In [None]:
# default_exp env

In [None]:
#hide
from nbdev.showdoc import *

In [None]:
#hide
# stellt sicher, dass beim verändern der core library diese wieder neu geladen wird
%load_ext autoreload
%autoreload 2

# Environment

The idea of this environment is to control and make it stop after a defined distance of 1000m. The agent has 4 actions which he can use.
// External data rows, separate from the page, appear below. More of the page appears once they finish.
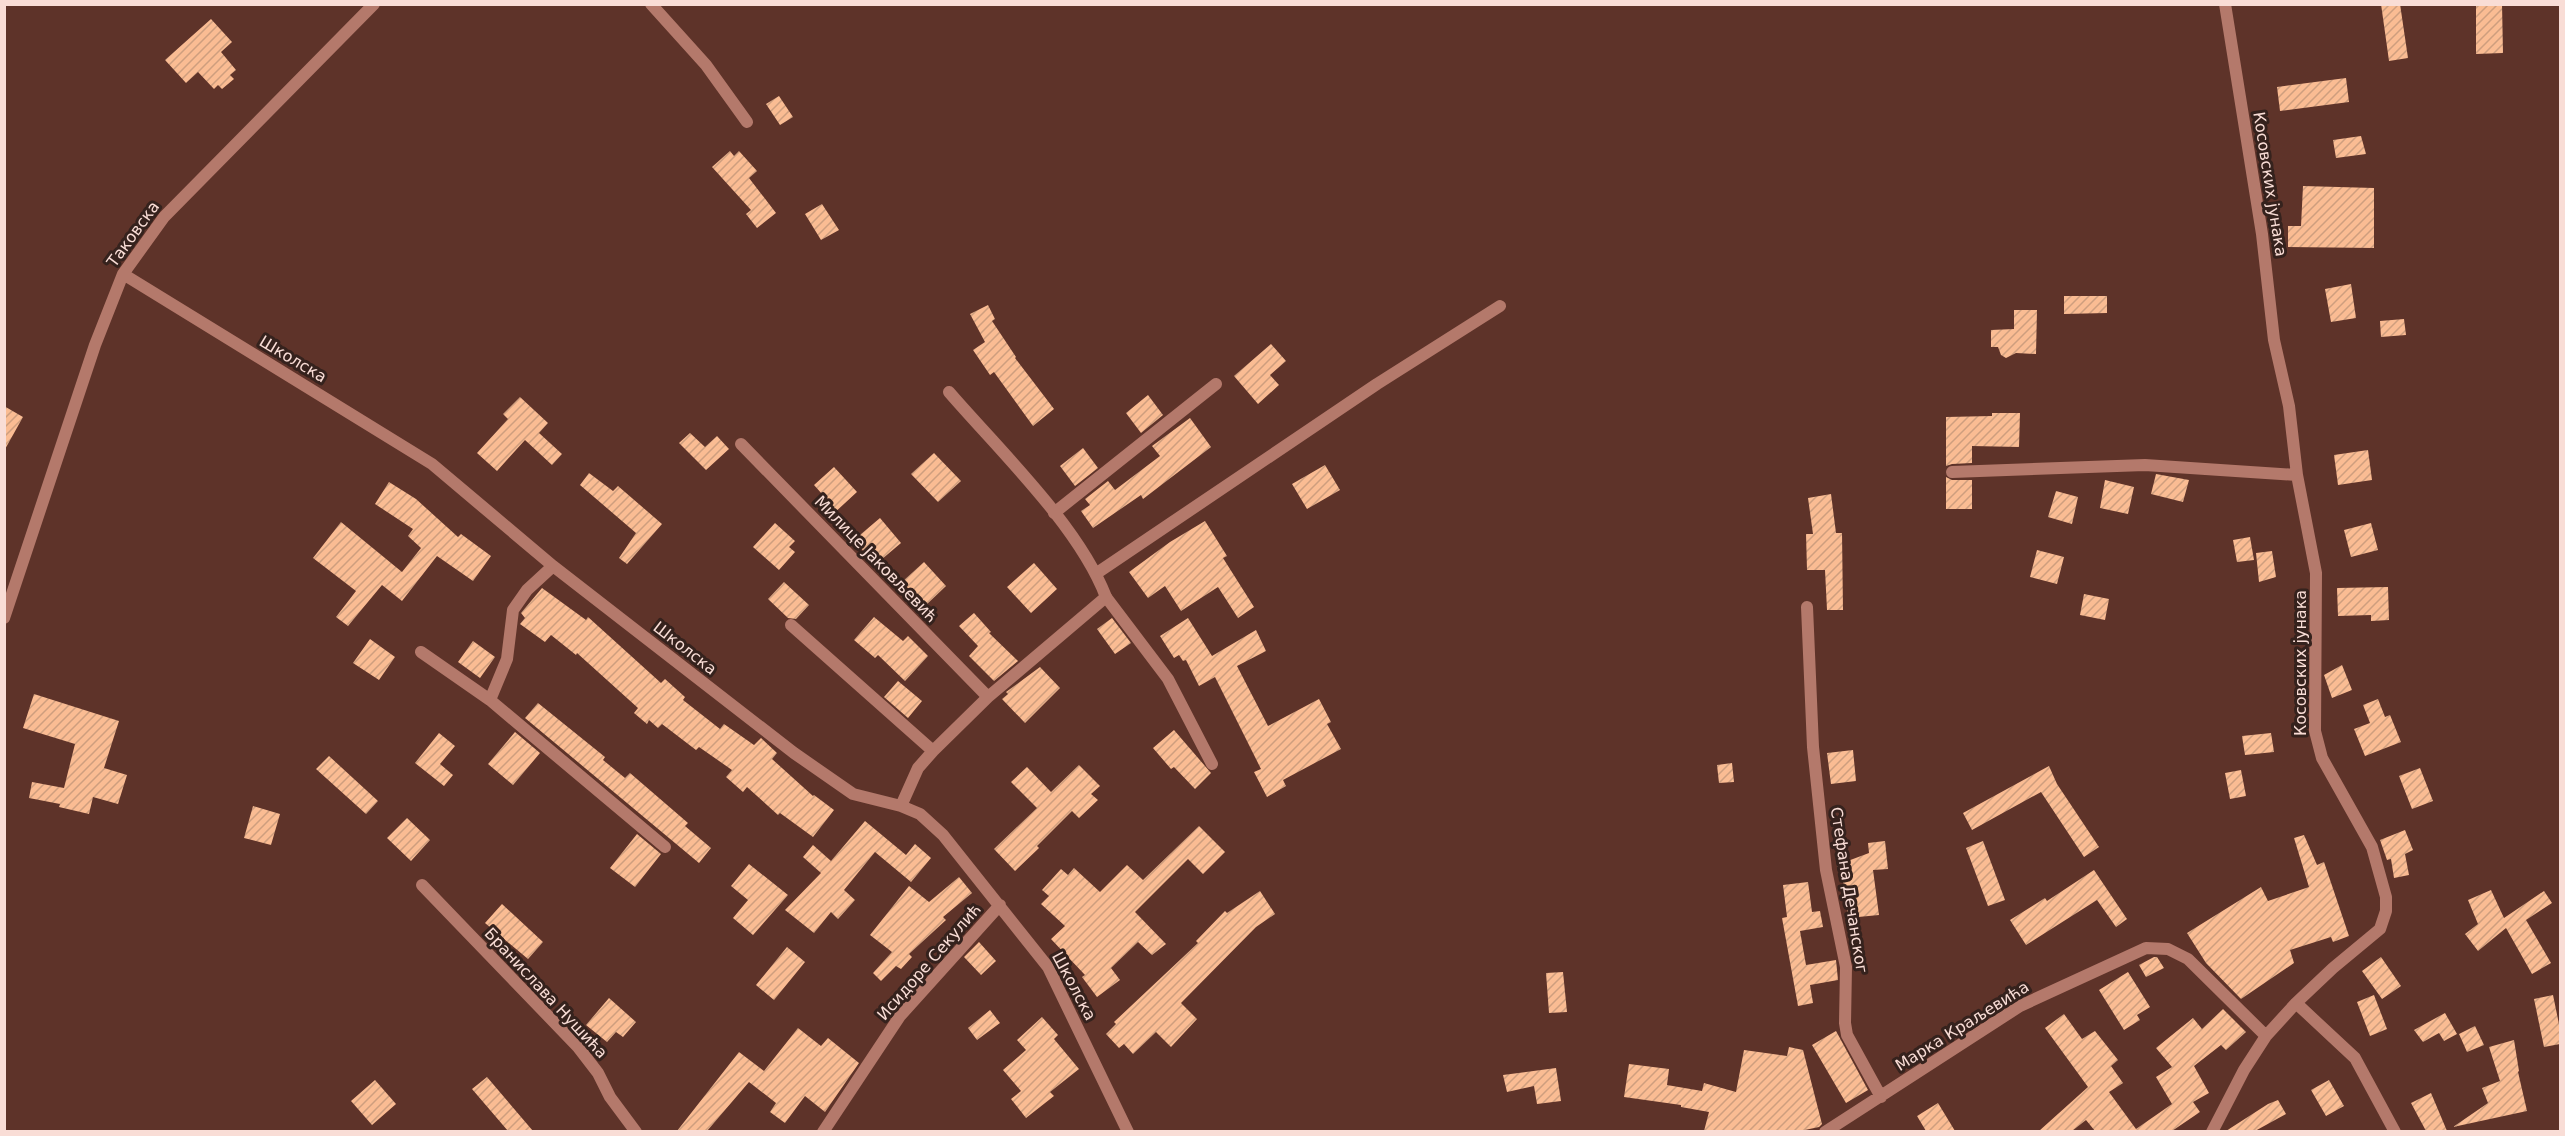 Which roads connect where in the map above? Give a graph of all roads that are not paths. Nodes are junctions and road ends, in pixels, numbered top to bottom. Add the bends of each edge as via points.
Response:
1 (374, 4) edge
2 (651, 4) edge
3 (2225, 4) edge
4 (747, 122) dead end
5 (123, 274) junction
6 (1500, 306) dead end
7 (1216, 384) dead end
8 (949, 392) dead end
9 (741, 444) dead end
10 (1952, 472) dead end
11 (2297, 476) junction
12 (1054, 513) junction
13 (553, 566) junction
14 (1097, 573) junction
15 (1106, 597) junction
16 (1807, 607) dead end
17 (4, 618) edge
18 (790, 625) dead end
19 (421, 652) dead end
20 (988, 697) junction
21 (490, 700) junction
22 (933, 751) junction
23 (1212, 764) dead end
24 (901, 806) junction
25 (664, 847) dead end
26 (422, 885) dead end
27 (1000, 905) junction
28 (2296, 1003) junction
29 (2266, 1036) junction
30 (1881, 1097) junction
31 (636, 1131) edge
32 (823, 1131) edge
33 (1128, 1131) edge
34 (1825, 1131) edge
35 (2212, 1131) edge
36 (2395, 1131) edge

1 - 5 street, Таковска via 164,217
2 - 4 street via 706,66
3 - 11 street, Косовских јунака
5 - 13 street, Школска via 432,464
5 - 17 street, Таковска via 95,345
6 - 14 street
7 - 12 street
8 - 12 street
9 - 20 street, Милице Јаковљевић
10 - 11 street via 2145,465
11 - 28 street, Косовских јунака via 2316,573 2314,718 2318,746 2372,847 2386,911 2380,929
12 - 14 street
13 - 21 street via 516,605 507,659
13 - 24 street, Школска via 845,789 867,799
14 - 15 street
15 - 20 street
15 - 23 street via 1168,679
16 - 30 street, Стефана Дечанског via 1813,747 1826,870 1846,967 1845,1023 1847,1035
18 - 22 street
19 - 21 street
20 - 22 street
21 - 25 street
22 - 24 street via 918,768
24 - 27 street, Школска via 920,814 943,835
26 - 31 street, Бранислава Нушића via 578,1047
27 - 32 street, Исидоре Секулић via 900,1016
27 - 33 street, Школска via 1048,967
28 - 29 street, Косовских јунака
28 - 36 street via 2355,1058
29 - 30 street, Марка Краљевића via 2188,959 2168,949 2146,948 2020,1006
29 - 35 street, Косовских јунака
30 - 34 street, Марка Краљевића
These are 

* accelrate, which accelerates that car +1m/s until a max velocity of 35 m/s is reached
* break, which slows the car down with 1 m/s, until it stands
* keep velocity
* declutch, which slows the car with 0.1 m/s

There are the following rewards

* overshoot the distance: -1000 points
* stop in the last meter of the distance: +100 points
* move towards the end: 0 points
* standing still: -1 point

The environment delivers the following observations

* distance travelled in meters (float)
* distance till the end is reached in meters (float)
* current velocity in m/s (float)

The agent can execute an action at every second.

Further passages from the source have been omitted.